The National Science Foundation's planned headquarters in Alexandria is expected to generate millions of dollars in new tax revenue, bring tens of thousands of visitors to the area annually, and spark the redevelopment of several other surrounding properties. What's the land for the agency's new home worth? The answer: $55 million.
That's about $27.5 million an acre, and that's how much an affiliate of USAA Real Estate Co. paid an affiliate of the Hoffman Co. LLC for the two-acre property in a deal that closed April 15, according to Alexandria land records. The land, as of January, was assessed at a little less than $17 million.
USAA announced its acquisition of the project last month but did not disclose its sale price. It has retained Lowe Enterprises to help develop the two-building headquarters at 2401 Eisenhower Ave., part of the Hoffman Town Center. Hoffman Co. LLC wasn't actively marketing the property for sale, Newmark Grubb Knight Frank's Brendan Owen later told me, but was approached by USAA and others as part of a related development site in the center that's on the market.

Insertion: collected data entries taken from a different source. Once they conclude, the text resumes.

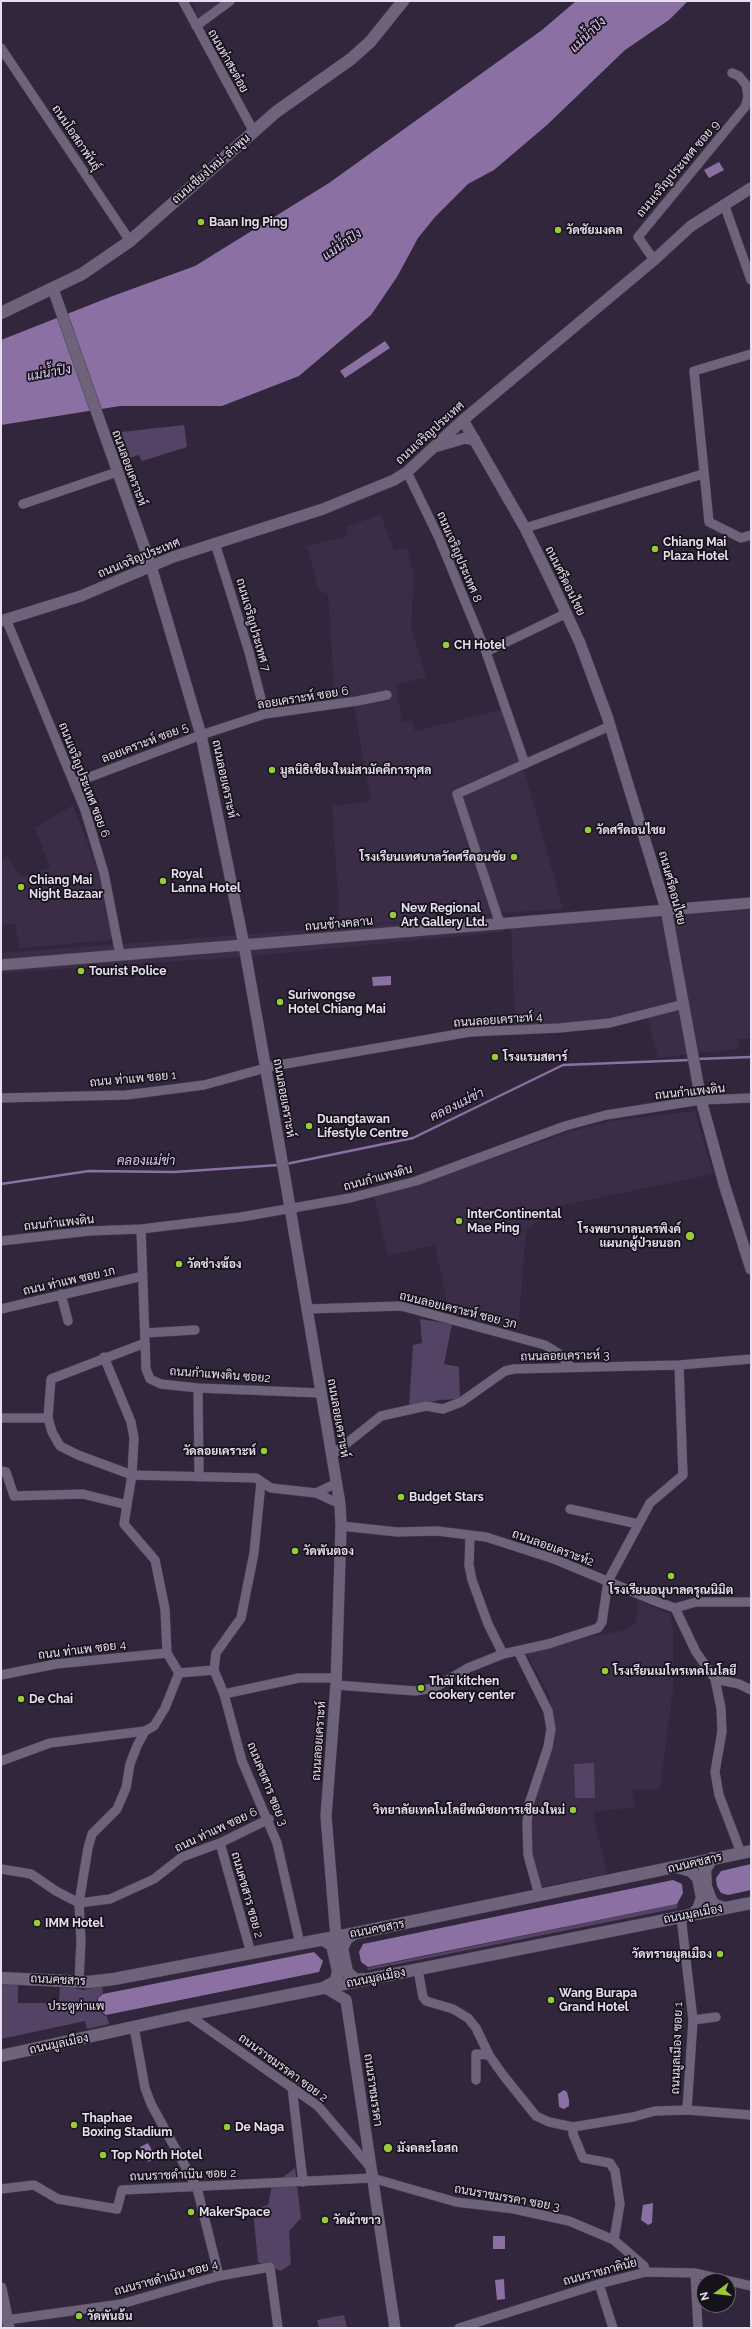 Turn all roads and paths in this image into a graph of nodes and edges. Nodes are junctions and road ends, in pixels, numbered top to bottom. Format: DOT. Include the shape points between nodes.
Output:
graph roads {
  1 [pos="182,1"];
  2 [pos="230,1"];
  3 [pos="403,1"];
  4 [pos="196,26"];
  5 [pos="1,48"];
  6 [pos="732,73"];
  7 [pos="751,108"];
  8 [pos="740,114"];
  9 [pos="254,132"];
  10 [pos="751,188"];
  11 [pos="724,204"];
  12 [pos="130,241"];
  13 [pos="654,260"];
  14 [pos="751,280"];
  15 [pos="54,294"];
  16 [pos="1,313"];
  17 [pos="751,354"];
  18 [pos="463,420"];
  19 [pos="475,440"];
  20 [pos="435,447"];
  21 [pos="117,472"];
  22 [pos="408,472"];
  23 [pos="703,474"];
  24 [pos="23,504"];
  25 [pos="525,528"];
  26 [pos="751,535"];
  27 [pos="215,543"];
  28 [pos="151,566"];
  29 [pos="567,613"];
  30 [pos="4,620"];
  31 [pos="486,652"];
  32 [pos="387,695"];
  33 [pos="265,714"];
  34 [pos="610,726"];
  35 [pos="201,735"];
  36 [pos="525,764"];
  37 [pos="74,783"];
  38 [pos="751,903"];
  39 [pos="666,909"];
  40 [pos="500,924"];
  41 [pos="244,945"];
  42 [pos="120,955"];
  43 [pos="1,965"];
  44 [pos="684,1004"];
  45 [pos="266,1068"];
  46 [pos="1,1098"];
  47 [pos="751,1098"];
  48 [pos="701,1100"];
  49 [pos="290,1210"];
  50 [pos="141,1229"];
  51 [pos="1,1241"];
  52 [pos="751,1269"];
  53 [pos="143,1276"];
  54 [pos="61,1294"];
  55 [pos="1,1308"];
  56 [pos="306,1309"];
  57 [pos="68,1321"];
  58 [pos="196,1330"];
  59 [pos="145,1333"];
  60 [pos="145,1342"];
  61 [pos="104,1357"];
  62 [pos="751,1359"];
  63 [pos="679,1365"];
  64 [pos="571,1367"];
  65 [pos="198,1388"];
  66 [pos="320,1393"];
  67 [pos="1,1418"];
  68 [pos="48,1418"];
  69 [pos="332,1455"];
  70 [pos="1,1471"];
  71 [pos="132,1475"];
  72 [pos="199,1477"];
  73 [pos="261,1482"];
  74 [pos="337,1483"];
  75 [pos="316,1493"];
  76 [pos="340,1504"];
  77 [pos="127,1505"];
  78 [pos="570,1509"];
  79 [pos="638,1524"];
  80 [pos="341,1526"];
  81 [pos="470,1535"];
  82 [pos="608,1581"];
  83 [pos="751,1602"];
  84 [pos="675,1608"];
  85 [pos="518,1651"];
  86 [pos="167,1653"];
  87 [pos="503,1654"];
  88 [pos="214,1670"];
  89 [pos="179,1673"];
  90 [pos="1,1675"];
  91 [pos="715,1679"];
  92 [pos="336,1682"];
  93 [pos="751,1690"];
  94 [pos="224,1694"];
  95 [pos="145,1731"];
  96 [pos="1,1761"];
  97 [pos="269,1819"];
  98 [pos="220,1843"];
  99 [pos="746,1852"];
  100 [pos="712,1858"];
  101 [pos="677,1867"];
  102 [pos="1,1869"];
  103 [pos="539,1896"];
  104 [pos="79,1903"];
  105 [pos="751,1903"];
  106 [pos="724,1908"];
  107 [pos="693,1914"];
  108 [pos="681,1916"];
  109 [pos="356,1933"];
  110 [pos="336,1937"];
  111 [pos="322,1940"];
  112 [pos="300,1944"];
  113 [pos="250,1953"];
  114 [pos="418,1970"];
  115 [pos="1,1978"];
  116 [pos="365,1979"];
  117 [pos="79,1981"];
  118 [pos="324,1988"];
  119 [pos="188,2015"];
  120 [pos="716,2017"];
  121 [pos="693,2020"];
  122 [pos="134,2028"];
  123 [pos="489,2055"];
  124 [pos="1,2056"];
  125 [pos="476,2080"];
  126 [pos="292,2087"];
  127 [pos="687,2110"];
  128 [pos="751,2115"];
  129 [pos="573,2127"];
  130 [pos="372,2173"];
  131 [pos="303,2182"];
  132 [pos="197,2188"];
  133 [pos="1,2189"];
  134 [pos="614,2240"];
  135 [pos="646,2272"];
  136 [pos="695,2273"];
  137 [pos="219,2276"];
  138 [pos="599,2284"];
  139 [pos="751,2286"];
  140 [pos="1,2288"];
  141 [pos="8,2324"];
  142 [pos="278,2328"];
  143 [pos="395,2328"];
  144 [pos="459,2328"];
  145 [pos="612,2328"];
  146 [pos="698,2328"];
  1 -- 4 [label="street, ถนนท่าสะต๋อย"];
  2 -- 4 [label="street"];
  3 -- 9 [label="main road, ถนนเชียงใหม่-ลำพูน" via="370,42 351,59 276,112"];
  4 -- 9 [label="street, ถนนท่าสะต๋อย"];
  5 -- 12 [label="street, ถนนโอสถาพันธุ์"];
  6 -- 8 [label="street" via="743,80 748,90 745,107"];
  7 -- 8 [label="street"];
  8 -- 13 [label="street, ถนนเจริญประเทศ ซอย 9" via="638,237"];
  9 -- 12 [label="main road, ถนนเชียงใหม่-ลำพูน"];
  10 -- 11 [label="street, ถนนเจริญประเทศ"];
  11 -- 13 [label="street, ถนนเจริญประเทศ" via="691,226"];
  11 -- 14 [label="street"];
  12 -- 15 [label="main road, ถนนเชียงใหม่-ลำพูน"];
  13 -- 18 [label="street, ถนนเจริญประเทศ"];
  15 -- 16 [label="main road, ถนนเชียงใหม่-ลำพูน"];
  15 -- 21 [label="street, ถนนลอยเคราะห์"];
  17 -- 23 [label="street" via="694,371"];
  18 -- 19 [label="street, ถนนศรีดอนไชย"];
  18 -- 20 [label="street, ถนนเจริญประเทศ"];
  19 -- 20 [label="street" via="465,438"];
  19 -- 25 [label="street, ถนนศรีดอนไชย"];
  20 -- 22 [label="street, ถนนเจริญประเทศ"];
  21 -- 24 [label="street"];
  21 -- 28 [label="street, ถนนลอยเคราะห์"];
  22 -- 27 [label="street, ถนนเจริญประเทศ" via="341,503"];
  22 -- 31 [label="street, ถนนเจริญประเทศ 8" via="439,538"];
  23 -- 25 [label="street"];
  23 -- 26 [label="street" via="709,522 741,538"];
  25 -- 29 [label="street, ถนนศรีดอนไชย"];
  27 -- 28 [label="street, ถนนเจริญประเทศ"];
  27 -- 33 [label="street, ถนนเจริญประเทศ 7" via="250,652"];
  28 -- 30 [label="street, ถนนเจริญประเทศ" via="81,596"];
  28 -- 35 [label="street, ถนนลอยเคราะห์"];
  29 -- 31 [label="street"];
  29 -- 34 [label="street, ถนนศรีดอนไชย"];
  30 -- 37 [label="street, ถนนเจริญประเทศ ซอย 6"];
  31 -- 36 [label="street, ถนนเจริญประเทศ 8"];
  32 -- 33 [label="street, ลอยเคราะห์ ซอย 6"];
  33 -- 35 [label="street, ลอยเคราะห์ ซอย 6"];
  34 -- 36 [label="street"];
  34 -- 39 [label="street, ถนนศรีดอนไชย"];
  35 -- 37 [label="street, ลอยเคราะห์ ซอย 5"];
  35 -- 41 [label="street, ถนนลอยเคราะห์"];
  36 -- 40 [label="street" via="457,794"];
  37 -- 42 [label="street, ถนนเจริญประเทศ ซอย 6" via="104,874"];
  38 -- 39 [label="street, ถนนช้างคลาน"];
  39 -- 40 [label="street, ถนนช้างคลาน"];
  39 -- 44 [label="street, ถนนศรีดอนไชย"];
  40 -- 41 [label="street, ถนนช้างคลาน"];
  41 -- 42 [label="street, ถนนช้างคลาน"];
  41 -- 45 [label="street, ถนนลอยเคราะห์"];
  42 -- 43 [label="street, ถนนช้างคลาน"];
  44 -- 45 [label="street, ถนนลอยเคราะห์ 4" via="610,1023 470,1032"];
  44 -- 48 [label="street, ถนนศรีดอนไชย"];
  45 -- 46 [label="street, ถนน ท่าแพ ซอย 1" via="204,1085 126,1095"];
  45 -- 49 [label="street, ถนนลอยเคราะห์"];
  47 -- 48 [label="street, ถนนกำแพงดิน"];
  48 -- 49 [label="street, ถนนกำแพงดิน" via="606,1115 565,1126 416,1181"];
  48 -- 52 [label="street, ถนนศรีดอนไชย"];
  49 -- 50 [label="street, ถนนกำแพงดิน"];
  49 -- 56 [label="street, ถนนลอยเคราะห์"];
  50 -- 51 [label="street, ถนนกำแพงดิน" via="90,1231"];
  50 -- 53 [label="street, ถนนกำแพงดิน ซอย2"];
  53 -- 54 [label="street, ถนน ท่าแพ ซอย 1ก"];
  53 -- 59 [label="street, ถนนกำแพงดิน ซอย2"];
  54 -- 55 [label="street, ถนน ท่าแพ ซอย 1ก"];
  54 -- 57 [label="street"];
  56 -- 64 [label="street, ถนนลอยเคราะห์ ซอย 3ก" via="401,1306 545,1345 558,1353"];
  56 -- 66 [label="street, ถนนลอยเคราะห์"];
  58 -- 59 [label="street"];
  59 -- 60 [label="street, ถนนกำแพงดิน ซอย2"];
  60 -- 61 [label="street"];
  60 -- 65 [label="street, ถนนกำแพงดิน ซอย2" via="146,1369 150,1380"];
  61 -- 68 [label="street" via="51,1379"];
  61 -- 71 [label="street" via="131,1422 134,1438"];
  62 -- 63 [label="street, ถนนลอยเคราะห์ 3"];
  63 -- 64 [label="street, ถนนลอยเคราะห์ 3"];
  63 -- 79 [label="street" via="683,1475 650,1503"];
  64 -- 69 [label="street, ถนนลอยเคราะห์ 3" via="524,1367 505,1371 460,1402 443,1408 426,1406 381,1416"];
  65 -- 66 [label="street, ถนนกำแพงดิน ซอย2"];
  65 -- 72 [label="street"];
  66 -- 69 [label="street, ถนนลอยเคราะห์"];
  67 -- 68 [label="street"];
  68 -- 71 [label="street" via="60,1446 78,1456"];
  69 -- 74 [label="street, ถนนลอยเคราะห์"];
  70 -- 77 [label="street" via="6,1472 14,1496 83,1494"];
  71 -- 72 [label="street"];
  71 -- 77 [label="street"];
  72 -- 73 [label="street" via="256,1478"];
  73 -- 75 [label="street" via="270,1488"];
  73 -- 88 [label="street" via="254,1553 241,1618 216,1653"];
  74 -- 75 [label="street"];
  74 -- 76 [label="street, ถนนลอยเคราะห์"];
  75 -- 76 [label="street"];
  76 -- 80 [label="street, ถนนลอยเคราะห์"];
  77 -- 86 [label="street" via="124,1524 155,1560 165,1609"];
  78 -- 79 [label="street"];
  79 -- 82 [label="street"];
  80 -- 81 [label="street, ถนนลอยเคราะห์2" via="397,1532 437,1531"];
  80 -- 92 [label="street, ถนนลอยเคราะห์"];
  81 -- 82 [label="street, ถนนลอยเคราะห์2" via="486,1537 554,1559"];
  81 -- 87 [label="street" via="469,1565 472,1580 488,1624"];
  82 -- 84 [label="street, ถนนลอยเคราะห์2"];
  82 -- 85 [label="street" via="602,1622 598,1628"];
  83 -- 84 [label="street" via="696,1602"];
  84 -- 91 [label="street" via="696,1652"];
  85 -- 87 [label="street"];
  85 -- 103 [label="street" via="548,1711 551,1729 548,1747 529,1804 527,1823 528,1855"];
  86 -- 89 [label="street"];
  86 -- 90 [label="street, ถนน ท่าแพ ซอย 4" via="56,1664"];
  87 -- 92 [label="street" via="468,1668 434,1688 415,1691"];
  88 -- 89 [label="street"];
  88 -- 94 [label="street, ถนนคชสาร ซอย 3"];
  89 -- 95 [label="street" via="165,1708 154,1726"];
  91 -- 93 [label="street" via="739,1684"];
  91 -- 99 [label="street" via="721,1708 722,1731 715,1772 719,1795"];
  92 -- 94 [label="street" via="299,1678"];
  92 -- 110 [label="street, ถนนลอยเคราะห์" via="326,1816"];
  94 -- 97 [label="street, ถนนคชสาร ซอย 3" via="242,1761"];
  95 -- 96 [label="street" via="50,1742"];
  95 -- 104 [label="street" via="130,1764 126,1788 117,1809 92,1834"];
  97 -- 98 [label="street, ถนน ท่าแพ ซอย 6"];
  97 -- 112 [label="street, ถนนคชสาร ซอย 3"];
  98 -- 104 [label="street, ถนน ท่าแพ ซอย 6" via="182,1857 139,1888 110,1899"];
  98 -- 113 [label="street, ถนนคชสาร ซอย 2"];
  99 -- 100 [label="main road, ถนนคชสาร"];
  100 -- 101 [label="main road, ถนนคชสาร"];
  100 -- 106 [label="main road" via="705,1870 706,1887 715,1905"];
  101 -- 103 [label="main road, ถนนคชสาร"];
  101 -- 107 [label="main road" via="691,1871 698,1878 702,1898"];
  102 -- 104 [label="street" via="31,1874"];
  103 -- 109 [label="main road, ถนนคชสาร"];
  104 -- 117 [label="street" via="82,1941"];
  105 -- 106 [label="main road, ถนนมูลเมือง"];
  106 -- 107 [label="main road, ถนนมูลเมือง"];
  107 -- 108 [label="main road, ถนนมูลเมือง"];
  108 -- 114 [label="main road, ถนนมูลเมือง"];
  108 -- 121 [label="street, ถนนมูลเมือง ซอย 1"];
  109 -- 110 [label="main road, ถนนคชสาร"];
  109 -- 116 [label="main road" via="347,1938 342,1948 347,1972 356,1980"];
  110 -- 111 [label="main road, ถนนคชสาร"];
  111 -- 112 [label="main road, ถนนคชสาร"];
  111 -- 118 [label="main road" via="332,1945 338,1971 336,1981"];
  112 -- 113 [label="main road, ถนนคชสาร"];
  113 -- 117 [label="main road, ถนนคชสาร" via="114,1979"];
  114 -- 116 [label="main road, ถนนมูลเมือง"];
  114 -- 123 [label="street" via="426,2001 453,2009 468,2018 476,2028"];
  115 -- 117 [label="main road, ถนนคชสาร"];
  116 -- 118 [label="main road, ถนนมูลเมือง"];
  118 -- 119 [label="main road, ถนนมูลเมือง"];
  118 -- 130 [label="street, ถนนราชมรรคา" via="346,2000"];
  119 -- 122 [label="main road, ถนนมูลเมือง"];
  119 -- 126 [label="street, ถนนราชมรรคา ซอย 2"];
  120 -- 121 [label="street"];
  121 -- 127 [label="street, ถนนมูลเมือง ซอย 1"];
  122 -- 124 [label="main road, ถนนมูลเมือง"];
  122 -- 132 [label="street" via="145,2088 151,2104"];
  123 -- 125 [label="street" via="476,2054"];
  123 -- 129 [label="street" via="536,2116 549,2122"];
  126 -- 130 [label="street, ถนนราชมรรคา ซอย 2" via="331,2119"];
  126 -- 131 [label="street"];
  127 -- 128 [label="street"];
  127 -- 129 [label="street" via="655,2111"];
  129 -- 134 [label="street" via="573,2134 583,2158 610,2163 615,2171 620,2204"];
  130 -- 131 [label="street, ถนนราชมรรคา ซอย 3"];
  130 -- 134 [label="street, ถนนราชมรรคา ซอย 3" via="456,2202 514,2209 569,2221"];
  130 -- 143 [label="street, ถนนราชมรรคา"];
  131 -- 132 [label="street, ถนนราชดำเนิน ซอย 2"];
  132 -- 133 [label="street, ถนนราชดำเนิน ซอย 2" via="122,2190 117,2209 58,2199 34,2186"];
  132 -- 137 [label="street"];
  134 -- 135 [label="street, ถนนราชมรรคา ซอย 3" via="644,2266"];
  135 -- 136 [label="street, ถนนราชภาคินัย"];
  135 -- 138 [label="street, ถนนราชภาคินัย"];
  136 -- 139 [label="street, ถนนราชภาคินัย"];
  136 -- 146 [label="street"];
  137 -- 141 [label="street, ถนนราชดำเนิน ซอย 4" via="121,2304"];
  137 -- 142 [label="street, ถนนราชดำเนิน ซอย 4" via="270,2267"];
  138 -- 144 [label="street, ถนนราชภาคินัย"];
  138 -- 145 [label="street"];
  140 -- 141 [label="street"];
}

The General Services Administration awarded a lease to Hoffman last June for a little less than 660,900 square feet for the NSF, which will be relocating from two buildings in Ballston once its new headquarters is built in 2017.
Meanwhile, as I reported earlier Monday, brokerage JLL has decided to appeal a federal court judge's ruling that it cannot collect $6.6 million in commissions for helping Hoffman land the agency lease because one of its brokers did not have a license to practice real estate in Virginia. JLL claims the broker, Art Turowski, was acting as a real estate consultant, not as a broker.